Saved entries
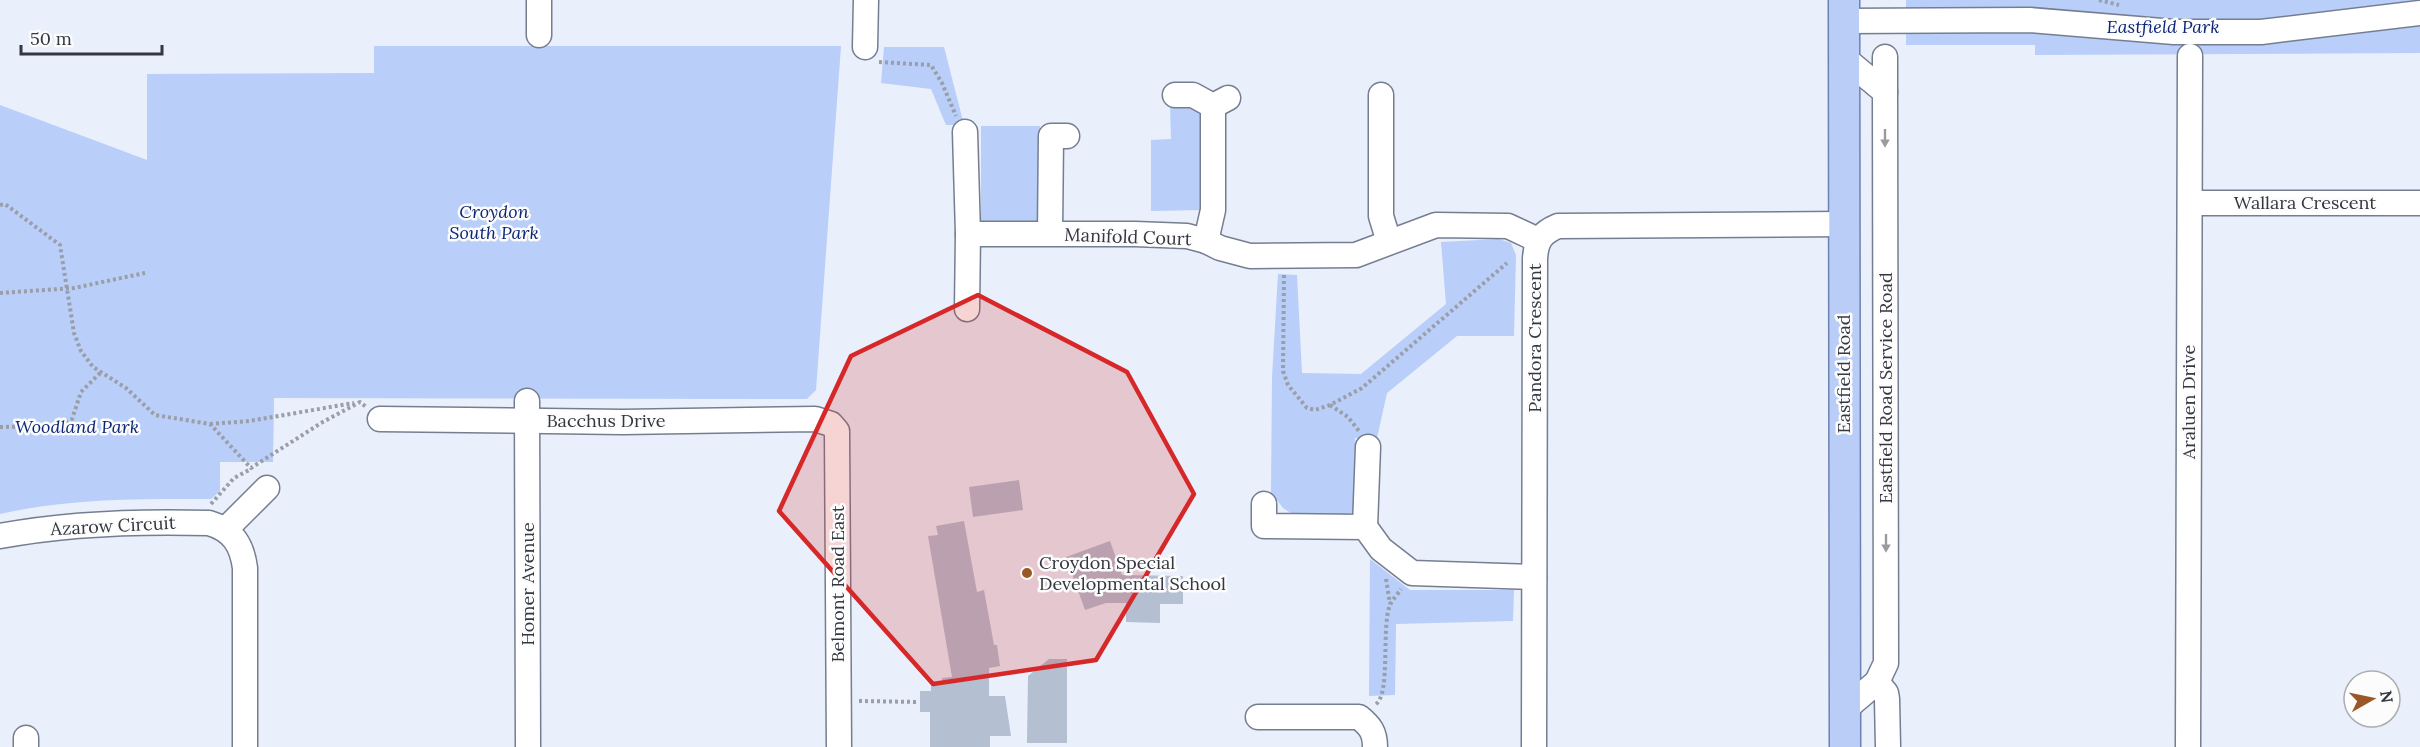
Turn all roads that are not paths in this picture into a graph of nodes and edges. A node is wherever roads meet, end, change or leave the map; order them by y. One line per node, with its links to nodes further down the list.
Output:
1 (539, 0): 6 (street)
2 (866, 0): 7 (street)
3 (1886, 10): 4 (street); 5 (street)
4 (1844, 11): 9 (main road, Eastfield Road)
5 (2420, 13)
6 (539, 35)
7 (871, 54)
8 (2190, 56): 16 (street, Araluen Drive)
9 (1843, 57): 11 (street); 18 (main road, Eastfield Road)
10 (1885, 57): 11 (street, Eastfield Road Service Road)
11 (1885, 92): 35 (street, Eastfield Road Service Road, one-way to 35)
12 (1175, 95): 22 (street, Manifold Court)
13 (1382, 95): 23 (street)
14 (965, 132): 20 (street)
15 (1067, 136): 19 (street, Manifold Court)
16 (2190, 203): 17 (street, Wallara Crescent); 45 (street, Araluen Drive)
17 (2420, 203)
18 (1844, 224): 21 (street, Pandora Crescent); 36 (main road, Eastfield Road)
19 (1050, 233): 20 (street, Manifold Court); 22 (street, Manifold Court)
20 (968, 234): 24 (street)
21 (1538, 240): 23 (street, Manifold Court); 34 (street, Pandora Crescent)
22 (1206, 241): 23 (street, Manifold Court)
23 (1389, 242)
24 (967, 309)
25 (527, 411): 26 (street, Bacchus Drive); 27 (street, Bacchus Drive); 39 (street, Homer Avenue)
26 (380, 419)
27 (831, 424): 40 (street, Belmont Road East)
28 (1370, 445): 31 (street)
29 (267, 488): 32 (street)
30 (1264, 504): 31 (street)
31 (1365, 527): 34 (street)
32 (226, 529): 33 (street, Azarow Circuit); 38 (street)
33 (0, 536)
34 (1534, 577): 42 (street, Pandora Crescent)
35 (1877, 682): 36 (street); 44 (street)
36 (1844, 710): 43 (main road, Eastfield Road)
37 (1258, 717): 41 (street)
38 (245, 747)
39 (528, 747)
40 (839, 747)
41 (1375, 747)
42 (1534, 747)
43 (1845, 747)
44 (1888, 747)
45 (2188, 747)

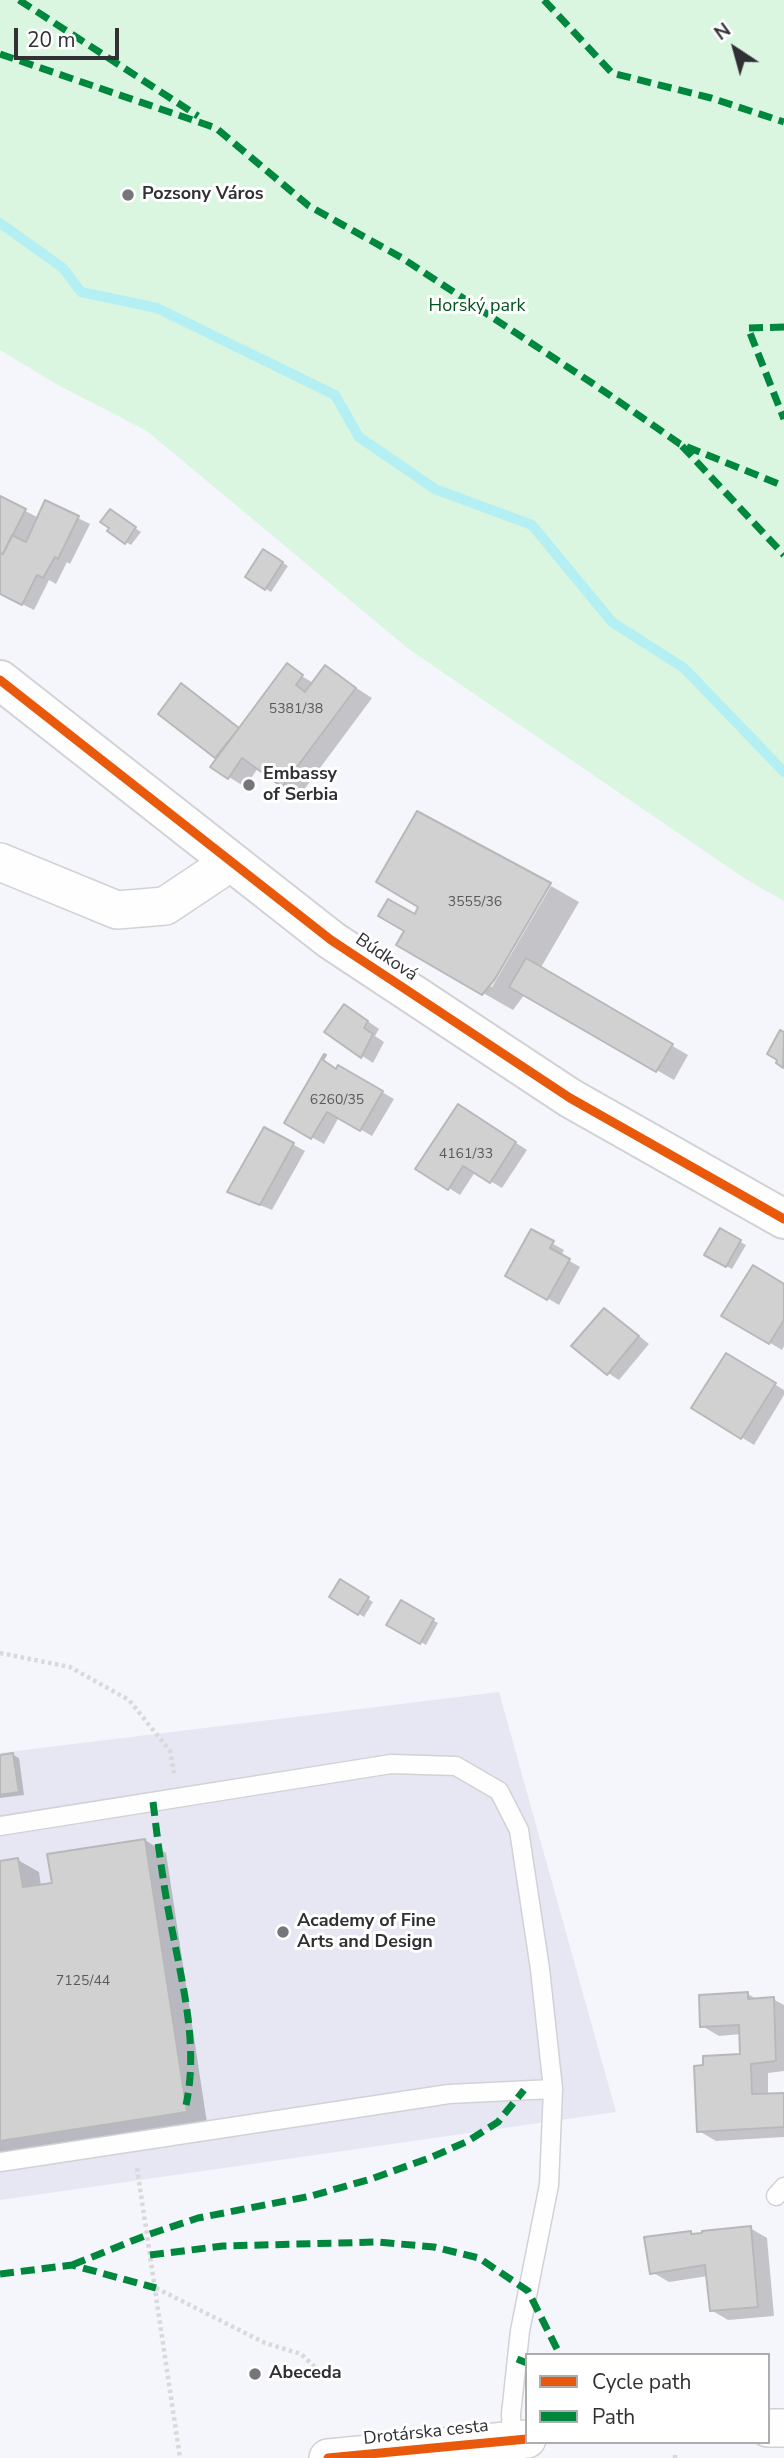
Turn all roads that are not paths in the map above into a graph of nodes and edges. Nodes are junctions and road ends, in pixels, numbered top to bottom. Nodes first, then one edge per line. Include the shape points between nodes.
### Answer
1 (0, 680) edge
2 (0, 862) edge
3 (231, 862) junction
4 (784, 1219) edge
5 (0, 1826) edge
6 (553, 2089) junction
7 (0, 2162) edge
8 (520, 2439) edge
9 (328, 2458) edge

1 - 3 street, Búdková
2 - 3 street via 117,910 165,906
3 - 4 street, Búdková via 331,940 523,1068
5 - 6 lane via 391,1764 456,1766 499,1791 519,1830
6 - 7 lane via 449,2094
6 - 8 lane via 550,2185 520,2330 511,2414
8 - 9 street, Drotárska cesta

- Problem requirements:
Reproduce the data verbatim. Do not carry any picture into the copy.

- Exercise solution:
Turn all roads that are not paths in this picture into a graph of nodes and edges. A node is wherever roads meet, end, change or leave the map; order them by y. One line per node, with its links to nodes further down the list.
Output:
1 (539, 0): 6 (street)
2 (866, 0): 7 (street)
3 (1886, 10): 4 (street); 5 (street)
4 (1844, 11): 9 (main road, Eastfield Road)
5 (2420, 13)
6 (539, 35)
7 (871, 54)
8 (2190, 56): 16 (street, Araluen Drive)
9 (1843, 57): 11 (street); 18 (main road, Eastfield Road)
10 (1885, 57): 11 (street, Eastfield Road Service Road)
11 (1885, 92): 35 (street, Eastfield Road Service Road, one-way to 35)
12 (1175, 95): 22 (street, Manifold Court)
13 (1382, 95): 23 (street)
14 (965, 132): 20 (street)
15 (1067, 136): 19 (street, Manifold Court)
16 (2190, 203): 17 (street, Wallara Crescent); 45 (street, Araluen Drive)
17 (2420, 203)
18 (1844, 224): 21 (street, Pandora Crescent); 36 (main road, Eastfield Road)
19 (1050, 233): 20 (street, Manifold Court); 22 (street, Manifold Court)
20 (968, 234): 24 (street)
21 (1538, 240): 23 (street, Manifold Court); 34 (street, Pandora Crescent)
22 (1206, 241): 23 (street, Manifold Court)
23 (1389, 242)
24 (967, 309)
25 (527, 411): 26 (street, Bacchus Drive); 27 (street, Bacchus Drive); 39 (street, Homer Avenue)
26 (380, 419)
27 (831, 424): 40 (street, Belmont Road East)
28 (1370, 445): 31 (street)
29 (267, 488): 32 (street)
30 (1264, 504): 31 (street)
31 (1365, 527): 34 (street)
32 (226, 529): 33 (street, Azarow Circuit); 38 (street)
33 (0, 536)
34 (1534, 577): 42 (street, Pandora Crescent)
35 (1877, 682): 36 (street); 44 (street)
36 (1844, 710): 43 (main road, Eastfield Road)
37 (1258, 717): 41 (street)
38 (245, 747)
39 (528, 747)
40 (839, 747)
41 (1375, 747)
42 (1534, 747)
43 (1845, 747)
44 (1888, 747)
45 (2188, 747)

Turn all roads that are not paths in the map above into a graph of nodes and edges. Nodes are junctions and road ends, in pixels, numbered top to bottom. Nodes first, then one edge per line. Include the shape points between nodes.
### Answer
1 (0, 680) edge
2 (0, 862) edge
3 (231, 862) junction
4 (784, 1219) edge
5 (0, 1826) edge
6 (553, 2089) junction
7 (0, 2162) edge
8 (520, 2439) edge
9 (328, 2458) edge

1 - 3 street, Búdková
2 - 3 street via 117,910 165,906
3 - 4 street, Búdková via 331,940 523,1068
5 - 6 lane via 391,1764 456,1766 499,1791 519,1830
6 - 7 lane via 449,2094
6 - 8 lane via 550,2185 520,2330 511,2414
8 - 9 street, Drotárska cesta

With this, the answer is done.